At a hearing Wednesday before the Senate aviation subcommittee, various concerns were raised by senators and by a consumer group, but much of the focus was on slot divestiture. The Department of Justice is reviewing whether this ought to be a condition of the merger.

Without divestiture, the new American would have about two-thirds of the slots at National, but US Airways CEO Doug Parker told the committee it would have just 50% of the seats because it allocates many slots to serving small cities with smaller aircraft. If other airlines were given the slots, they would likely fly to larger cities, he said.

Susan Kurland, Transportation Department assistant secretary for aviation and international affairs, said that "service to smaller communities is important to DOT." She said that if the Justice Department seeks divestiture, the DOT would seek to ensure that "the merged carrier would have a slot portfolio sufficient to serve small communities as well."

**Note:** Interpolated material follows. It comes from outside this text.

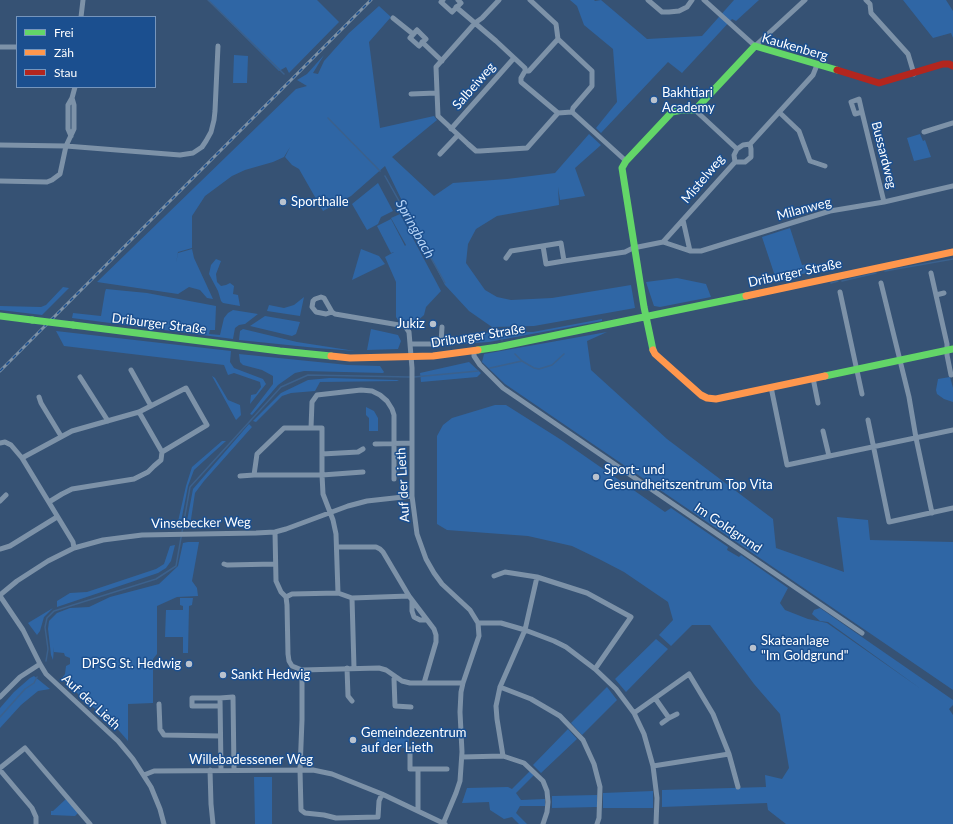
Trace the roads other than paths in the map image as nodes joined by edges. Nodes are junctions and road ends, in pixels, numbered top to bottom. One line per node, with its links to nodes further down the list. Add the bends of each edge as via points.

Parker noted that when US Airways and Delta were required to divest National slots in 2011, in order to enable a trade of slots at New York LaGuardia for slots at National, JetBlue used the slots it purchased to add three daily Boston flights, increasing the overall number of National-Boston flights to 25, as well as to add flights to Fort Lauderdale, Orlando, and Tampa, all of which had at least a half dozen daily flights.

Meanwhile, Parker said, US Airways cut its least profitable flights from National, meaning that Madison, Wis., and Grand Rapids, Mich. lost service entirely. "If it is a choice to ask us to divest slots and give them to another carrier, we by definition with a scare resource will continue to (serve markets) that are most lucrative," he said. "We'll reduce service to small and midsize communities, and the carriers that get those slots will fly to large communities."

Operating a hub at National means that US Airways is able to include small cities in its hub network. Parker referred to two cities, Little Rock and Manchester, which had just been mentioned by senators from Arkansas and New Hampshire as cities that benefit from having National flights. He said that only a hub could aggregate enough connecting passengers to serve either one from National.

A few other sticky issues also surfaced. Sen. Maria Cantwell (D-Wash.) said that in the debate last year over FAA reauthorization, US Airways had advocated for loosening the perimeter rule which limits long-haul flying from National -- it now serves San Diego. If new American advocates again for the same thing when the next FAA reauthorization comes up, the result could be a loss in service to small cities, Cantwell said.